_TASK DIRECTIONS_
Each line of the material holding the word "paths" must be identified and copied.
'''
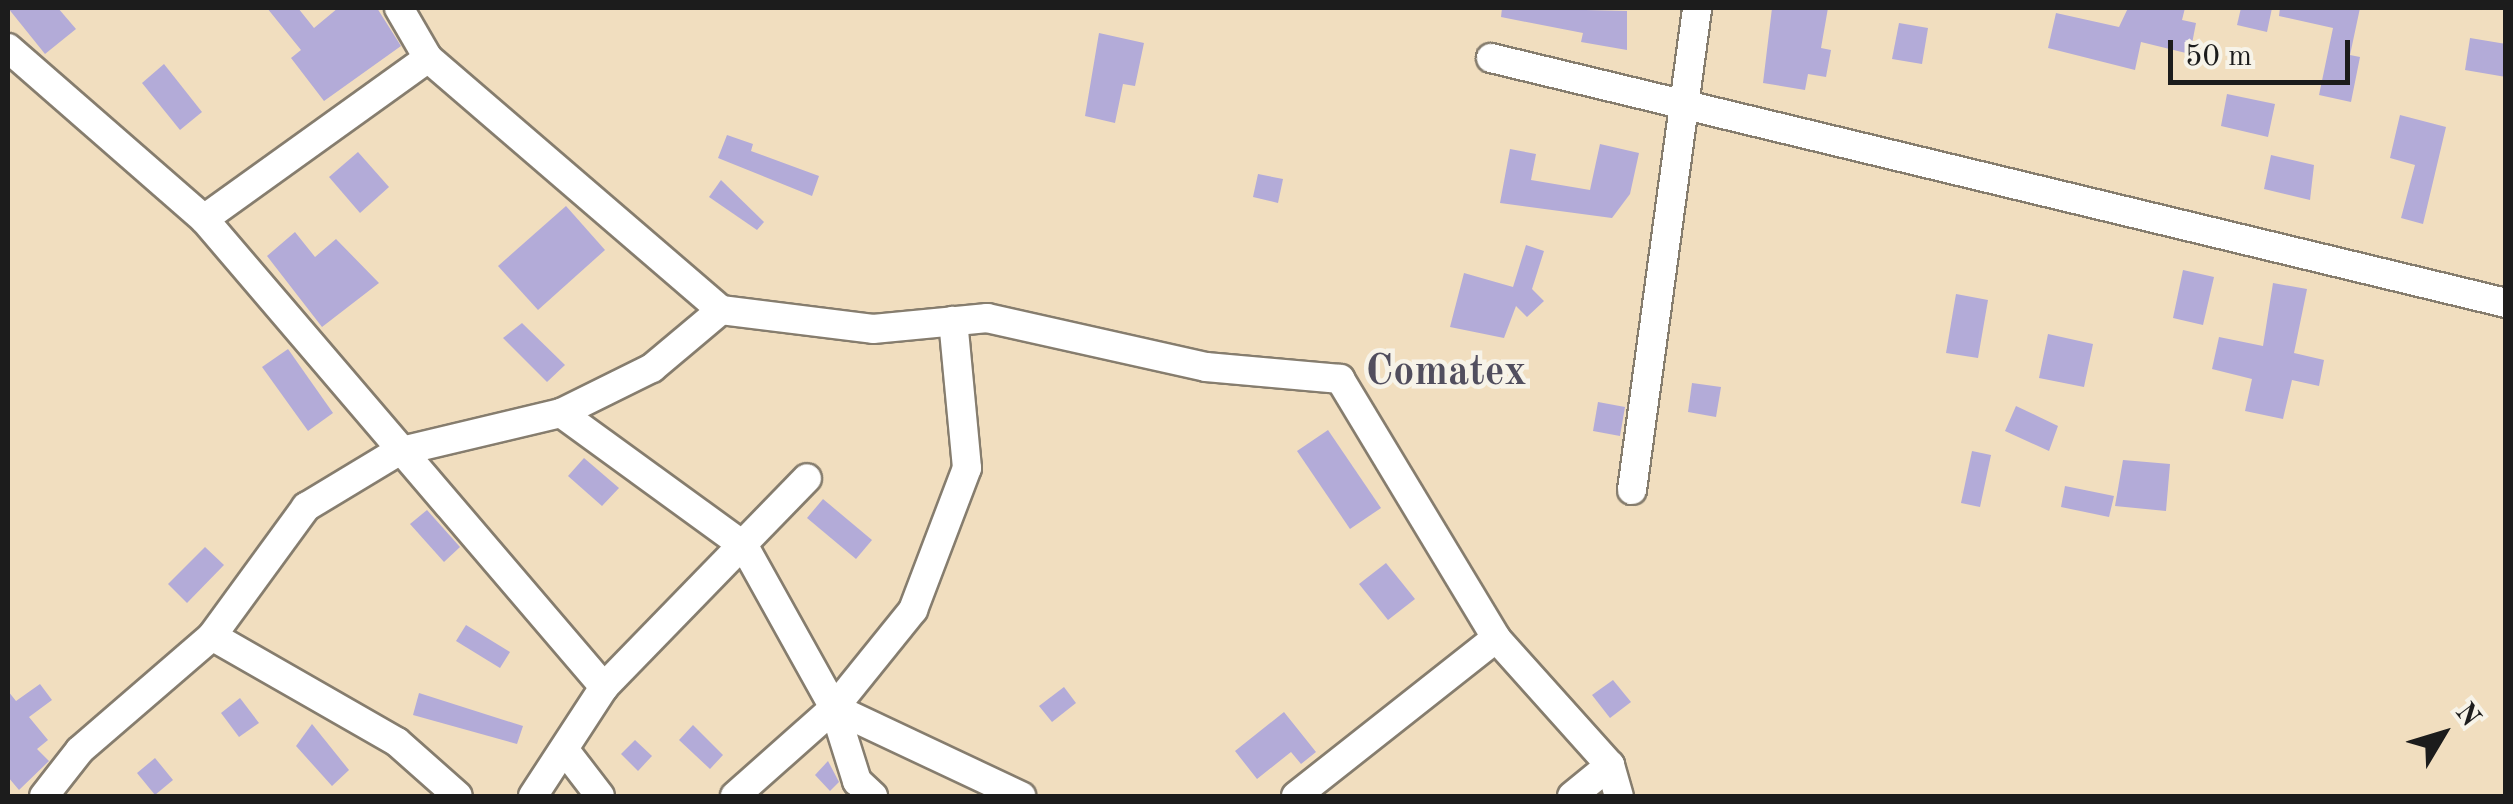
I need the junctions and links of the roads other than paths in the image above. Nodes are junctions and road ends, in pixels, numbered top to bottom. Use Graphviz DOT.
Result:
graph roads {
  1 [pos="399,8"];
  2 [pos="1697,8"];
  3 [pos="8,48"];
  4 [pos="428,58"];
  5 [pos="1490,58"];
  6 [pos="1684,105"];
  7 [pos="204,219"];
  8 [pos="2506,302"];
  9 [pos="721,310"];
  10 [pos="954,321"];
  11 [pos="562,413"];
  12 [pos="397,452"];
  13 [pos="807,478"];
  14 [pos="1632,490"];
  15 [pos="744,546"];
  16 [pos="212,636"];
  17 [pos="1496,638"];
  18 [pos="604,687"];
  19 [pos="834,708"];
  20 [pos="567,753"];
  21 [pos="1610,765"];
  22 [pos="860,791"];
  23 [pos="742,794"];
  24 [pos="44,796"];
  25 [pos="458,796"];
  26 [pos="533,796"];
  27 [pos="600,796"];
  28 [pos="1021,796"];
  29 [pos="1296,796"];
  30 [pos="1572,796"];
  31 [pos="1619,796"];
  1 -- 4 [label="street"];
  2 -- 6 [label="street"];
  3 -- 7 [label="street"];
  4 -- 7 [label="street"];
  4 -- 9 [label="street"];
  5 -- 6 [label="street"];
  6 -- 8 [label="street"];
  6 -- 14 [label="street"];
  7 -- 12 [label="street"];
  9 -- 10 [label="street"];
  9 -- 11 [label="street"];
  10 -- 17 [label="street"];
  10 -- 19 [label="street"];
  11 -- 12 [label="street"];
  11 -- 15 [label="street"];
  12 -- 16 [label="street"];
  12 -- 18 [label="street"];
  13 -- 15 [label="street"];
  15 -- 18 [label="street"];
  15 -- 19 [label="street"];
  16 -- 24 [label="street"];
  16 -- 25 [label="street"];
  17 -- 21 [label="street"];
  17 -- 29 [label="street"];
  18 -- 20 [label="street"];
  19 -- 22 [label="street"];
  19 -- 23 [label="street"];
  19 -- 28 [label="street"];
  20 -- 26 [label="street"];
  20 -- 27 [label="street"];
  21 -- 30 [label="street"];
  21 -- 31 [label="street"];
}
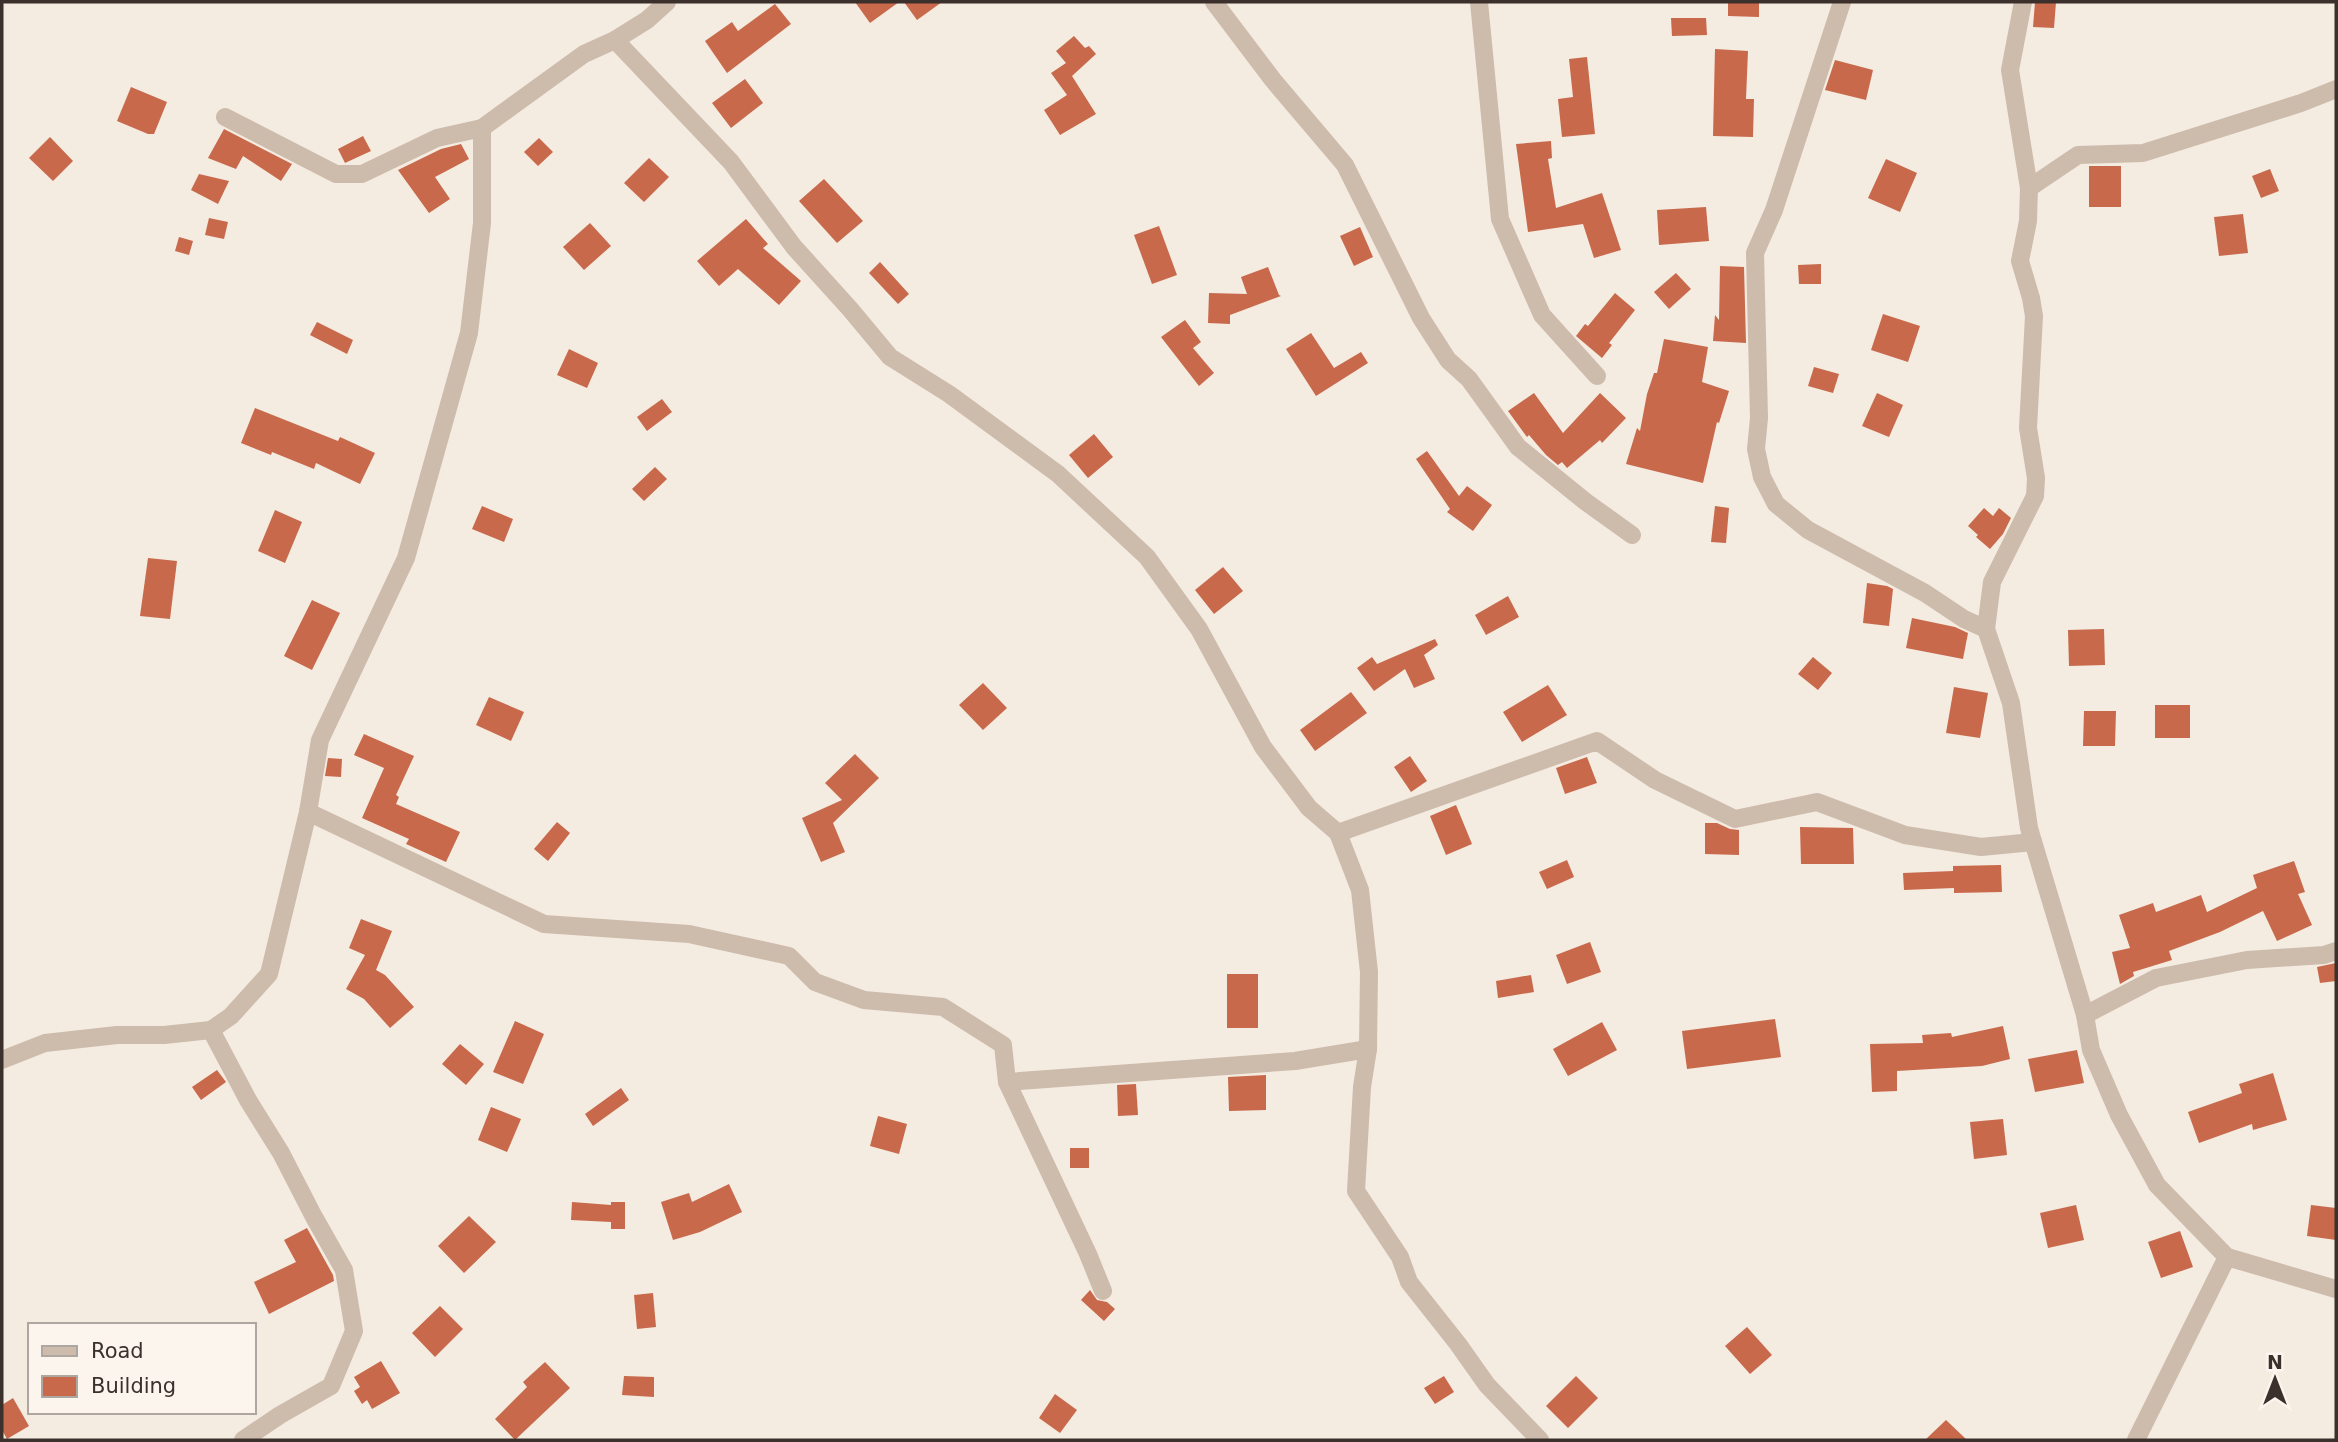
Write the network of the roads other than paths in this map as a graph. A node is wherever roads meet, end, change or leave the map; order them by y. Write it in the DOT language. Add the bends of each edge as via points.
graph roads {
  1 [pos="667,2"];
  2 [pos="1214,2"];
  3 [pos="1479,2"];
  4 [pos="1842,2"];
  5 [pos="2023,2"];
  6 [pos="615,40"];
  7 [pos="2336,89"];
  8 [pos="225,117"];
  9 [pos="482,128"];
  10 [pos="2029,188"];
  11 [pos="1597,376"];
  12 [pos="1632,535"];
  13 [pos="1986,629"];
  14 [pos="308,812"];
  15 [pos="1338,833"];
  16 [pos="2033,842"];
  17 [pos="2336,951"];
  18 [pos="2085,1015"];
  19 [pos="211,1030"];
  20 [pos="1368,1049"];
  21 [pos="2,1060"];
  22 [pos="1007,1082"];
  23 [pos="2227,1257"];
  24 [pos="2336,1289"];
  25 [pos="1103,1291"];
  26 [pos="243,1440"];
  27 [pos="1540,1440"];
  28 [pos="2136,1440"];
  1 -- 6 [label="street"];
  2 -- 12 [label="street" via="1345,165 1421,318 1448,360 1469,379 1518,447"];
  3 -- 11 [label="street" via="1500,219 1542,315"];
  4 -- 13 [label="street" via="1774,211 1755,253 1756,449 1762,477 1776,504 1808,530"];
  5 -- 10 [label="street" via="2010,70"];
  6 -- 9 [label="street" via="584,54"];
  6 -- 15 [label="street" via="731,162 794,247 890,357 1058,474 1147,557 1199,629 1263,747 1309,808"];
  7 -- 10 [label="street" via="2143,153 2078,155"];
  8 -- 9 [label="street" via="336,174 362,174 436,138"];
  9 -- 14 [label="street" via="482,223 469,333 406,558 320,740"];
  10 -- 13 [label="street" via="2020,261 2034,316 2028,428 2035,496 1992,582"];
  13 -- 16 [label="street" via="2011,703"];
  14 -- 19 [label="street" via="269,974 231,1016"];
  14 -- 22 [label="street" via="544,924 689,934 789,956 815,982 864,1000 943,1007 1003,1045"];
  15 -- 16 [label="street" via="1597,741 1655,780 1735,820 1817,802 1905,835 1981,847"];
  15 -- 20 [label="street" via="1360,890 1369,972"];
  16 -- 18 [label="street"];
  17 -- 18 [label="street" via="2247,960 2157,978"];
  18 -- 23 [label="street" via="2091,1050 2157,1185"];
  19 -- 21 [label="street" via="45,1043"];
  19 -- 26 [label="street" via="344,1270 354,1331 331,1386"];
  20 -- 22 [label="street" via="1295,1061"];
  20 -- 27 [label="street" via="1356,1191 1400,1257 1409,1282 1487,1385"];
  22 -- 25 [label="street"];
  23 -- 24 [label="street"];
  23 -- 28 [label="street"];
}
'''
_TASK SOLUTION_
I need the junctions and links of the roads other than paths in the image above. Nodes are junctions and road ends, in pixels, numbered top to bottom. Use Graphviz DOT.
Write the network of the roads other than paths in this map as a graph. A node is wherever roads meet, end, change or leave the map; order them by y. Write it in the DOT language. Add the bends of each edge as via points.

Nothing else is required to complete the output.